Thats just appeasement, simple appeasement. The same when Hitler was gobbling up europe until a line in the sand had to be drawn.
Roger has made it clear on many occasions who he thinks is the real enemy.
We also need to get our heads round the fact that an even more numerically chunky segment of British society is Muslim, and to find an accommodation with what "British culture" might mean in this context. We seem to have accepted the cuisine created by Bangladeshis from Sylhet as a pretty fundamental part of British culture. There are Muslim British cultural and political figures who seem to be accepted as "proper Brits". It's what becomes of the millions of ordinary people that's the issue here - how do you stop a tiny but significant minority seeking "justice" in the form of violent extremism, how do you get the majority to feel comfortably "British"? It seems self evident to me that if you define British cultural identity as, by definition, "not Muslim", then you're going to have a heck of a lot harder of a job to integrate hundreds of thousands of Muslims. I can't see the need for this: successful integration has generally been tolerant and accepting, rather than oppressive and imposing. And by its nature it's a two-way process with an element of cultural fusion: even a smaller (sub) culture can leave a strong and distinctive mark on wider society. (It's likely easier if numbers are smaller and communities are less ghettoized - there is immigration policy to look at, but also housing, anti-poverty/social inclusion, and education.)
As for the animal welfare angle, my personal view is that no form of slaughter is acceptable to me, though as a vegetarian I'm in a small but growing minority. Unlike many vegetarians I have zero intention of imposing my ethical views on animal slaughter on others: I've always thought doing so is unseemly, and somehow unbritish.
@Richard Tyndall:
The Syrian and Sub-Saharan Diasporas have different origins and reasons but the net effects are the same. In Syria, the exodus will end as and when it becomes possible to restore stability to that country and create conditions to encourage voluntary repatriation.
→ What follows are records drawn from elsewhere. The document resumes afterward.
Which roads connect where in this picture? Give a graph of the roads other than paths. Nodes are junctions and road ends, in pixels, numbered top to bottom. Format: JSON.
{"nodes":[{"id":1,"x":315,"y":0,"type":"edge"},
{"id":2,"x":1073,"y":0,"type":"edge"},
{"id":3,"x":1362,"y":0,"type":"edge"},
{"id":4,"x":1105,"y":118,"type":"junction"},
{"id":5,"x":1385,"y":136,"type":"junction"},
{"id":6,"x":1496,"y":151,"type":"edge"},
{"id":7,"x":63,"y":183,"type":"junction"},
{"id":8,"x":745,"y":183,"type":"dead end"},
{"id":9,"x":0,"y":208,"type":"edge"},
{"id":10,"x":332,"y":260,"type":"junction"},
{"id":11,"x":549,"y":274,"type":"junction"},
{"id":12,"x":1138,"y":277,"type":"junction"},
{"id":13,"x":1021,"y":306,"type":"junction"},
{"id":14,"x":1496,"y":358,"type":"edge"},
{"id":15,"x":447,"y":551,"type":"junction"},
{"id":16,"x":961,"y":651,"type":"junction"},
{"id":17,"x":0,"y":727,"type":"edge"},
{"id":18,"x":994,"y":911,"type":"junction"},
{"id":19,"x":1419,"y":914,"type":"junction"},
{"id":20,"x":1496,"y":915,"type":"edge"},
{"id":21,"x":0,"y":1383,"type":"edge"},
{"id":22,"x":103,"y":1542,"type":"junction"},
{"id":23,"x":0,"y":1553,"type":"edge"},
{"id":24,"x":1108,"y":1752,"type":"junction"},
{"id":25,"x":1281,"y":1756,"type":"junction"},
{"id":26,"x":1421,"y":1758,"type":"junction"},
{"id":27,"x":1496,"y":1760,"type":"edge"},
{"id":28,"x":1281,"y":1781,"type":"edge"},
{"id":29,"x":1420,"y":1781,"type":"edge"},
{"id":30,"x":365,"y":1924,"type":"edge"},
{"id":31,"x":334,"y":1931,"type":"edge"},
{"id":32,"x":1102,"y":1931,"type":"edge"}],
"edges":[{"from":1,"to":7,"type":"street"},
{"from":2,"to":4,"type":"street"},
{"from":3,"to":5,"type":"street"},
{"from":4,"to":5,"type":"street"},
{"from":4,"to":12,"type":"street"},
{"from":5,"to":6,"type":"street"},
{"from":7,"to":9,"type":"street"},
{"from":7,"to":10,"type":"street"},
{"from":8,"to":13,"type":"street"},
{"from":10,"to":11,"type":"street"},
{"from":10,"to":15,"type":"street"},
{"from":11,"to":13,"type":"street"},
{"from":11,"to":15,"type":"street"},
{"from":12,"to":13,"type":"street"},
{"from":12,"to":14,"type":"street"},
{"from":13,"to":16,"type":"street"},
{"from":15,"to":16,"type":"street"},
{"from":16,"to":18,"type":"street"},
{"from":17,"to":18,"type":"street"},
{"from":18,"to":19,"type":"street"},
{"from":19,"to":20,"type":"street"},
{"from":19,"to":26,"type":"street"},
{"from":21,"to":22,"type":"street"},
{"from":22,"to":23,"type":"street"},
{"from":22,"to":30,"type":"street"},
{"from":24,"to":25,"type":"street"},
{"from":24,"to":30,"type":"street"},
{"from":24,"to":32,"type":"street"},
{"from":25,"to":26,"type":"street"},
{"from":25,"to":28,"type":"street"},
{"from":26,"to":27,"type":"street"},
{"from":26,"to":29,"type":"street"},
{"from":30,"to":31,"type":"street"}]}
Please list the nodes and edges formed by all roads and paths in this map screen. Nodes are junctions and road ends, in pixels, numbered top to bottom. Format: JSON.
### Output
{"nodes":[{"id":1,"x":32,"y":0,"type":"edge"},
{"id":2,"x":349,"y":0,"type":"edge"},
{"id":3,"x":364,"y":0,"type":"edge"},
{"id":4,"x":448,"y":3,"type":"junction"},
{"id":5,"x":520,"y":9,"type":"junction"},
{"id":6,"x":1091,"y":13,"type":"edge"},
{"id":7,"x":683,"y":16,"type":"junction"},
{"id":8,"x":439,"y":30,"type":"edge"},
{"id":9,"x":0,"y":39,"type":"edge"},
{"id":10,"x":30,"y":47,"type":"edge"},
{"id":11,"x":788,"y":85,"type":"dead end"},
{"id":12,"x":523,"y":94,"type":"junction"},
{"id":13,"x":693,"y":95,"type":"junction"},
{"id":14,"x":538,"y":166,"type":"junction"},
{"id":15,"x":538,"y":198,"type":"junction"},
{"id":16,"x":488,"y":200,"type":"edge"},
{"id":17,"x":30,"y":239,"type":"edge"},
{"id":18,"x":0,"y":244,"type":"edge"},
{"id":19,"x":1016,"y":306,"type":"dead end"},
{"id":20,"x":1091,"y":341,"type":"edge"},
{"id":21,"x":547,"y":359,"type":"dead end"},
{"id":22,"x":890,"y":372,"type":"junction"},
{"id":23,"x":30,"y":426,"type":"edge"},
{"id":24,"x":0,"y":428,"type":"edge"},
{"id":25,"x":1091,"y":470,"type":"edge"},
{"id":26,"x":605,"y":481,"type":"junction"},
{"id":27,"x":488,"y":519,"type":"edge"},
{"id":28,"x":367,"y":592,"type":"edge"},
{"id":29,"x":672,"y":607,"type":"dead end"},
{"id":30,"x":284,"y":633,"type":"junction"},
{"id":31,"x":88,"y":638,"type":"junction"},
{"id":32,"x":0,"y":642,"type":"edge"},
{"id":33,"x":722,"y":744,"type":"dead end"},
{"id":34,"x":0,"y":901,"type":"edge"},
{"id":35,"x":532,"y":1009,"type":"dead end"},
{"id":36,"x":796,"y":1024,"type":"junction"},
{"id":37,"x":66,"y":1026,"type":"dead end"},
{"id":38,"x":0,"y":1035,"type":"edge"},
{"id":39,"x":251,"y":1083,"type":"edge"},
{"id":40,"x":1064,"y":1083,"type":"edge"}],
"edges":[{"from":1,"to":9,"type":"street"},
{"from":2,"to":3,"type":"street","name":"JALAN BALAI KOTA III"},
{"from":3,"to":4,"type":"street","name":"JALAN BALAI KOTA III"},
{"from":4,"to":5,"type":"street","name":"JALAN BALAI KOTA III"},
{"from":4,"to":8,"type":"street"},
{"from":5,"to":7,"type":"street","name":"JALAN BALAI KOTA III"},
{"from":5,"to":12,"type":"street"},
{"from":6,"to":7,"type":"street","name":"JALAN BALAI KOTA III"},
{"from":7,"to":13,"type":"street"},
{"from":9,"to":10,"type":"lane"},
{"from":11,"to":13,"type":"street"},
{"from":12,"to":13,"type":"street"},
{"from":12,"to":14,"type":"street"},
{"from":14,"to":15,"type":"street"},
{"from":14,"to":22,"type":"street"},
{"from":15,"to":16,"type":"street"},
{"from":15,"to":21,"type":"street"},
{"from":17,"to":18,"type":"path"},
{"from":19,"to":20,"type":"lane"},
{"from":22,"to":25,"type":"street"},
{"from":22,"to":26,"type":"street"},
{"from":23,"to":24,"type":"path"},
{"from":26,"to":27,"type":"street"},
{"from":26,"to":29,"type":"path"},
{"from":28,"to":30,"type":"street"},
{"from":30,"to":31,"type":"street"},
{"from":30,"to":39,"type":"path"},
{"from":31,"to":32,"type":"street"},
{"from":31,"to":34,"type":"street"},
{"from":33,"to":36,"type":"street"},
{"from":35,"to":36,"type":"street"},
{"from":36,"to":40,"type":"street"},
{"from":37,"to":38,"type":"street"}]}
That won't be with a vengeful Assad and his security apparatus in place.
The fact is the migrants are here and perhaps winter will slow them down, perhaps not but it is a humanitarian disaster in the making if we do not quickly make arrangements to allow these people to survive.
@Cyclefree:
I'm not sure our positions are that far apart but I don't have your anger. Perhaps I should but I don't. Intolerance and evil comes in all shades, colours and creeds - all have to be resisted.
We should not walk into ISIS's trap.
"And no we should not be obliged to tolerate the intolerable. And we should discriminate against those who seek to undermine us. Discrimination is only bad when it is done for irrelevant reasons. Discriminating against someone who hates you or tries to kill you is not just tolerable but essential"
How does that translate into action? Who exactly do we discriminate against and what form should this take? We have plenty of laws against those who threaten to kill or who actually kill. In what way can we take it further?
And, if you promote the idea that particular groups are the victims of White Europeans, you shouldn't be surprised if some of them are disaffected from European societies.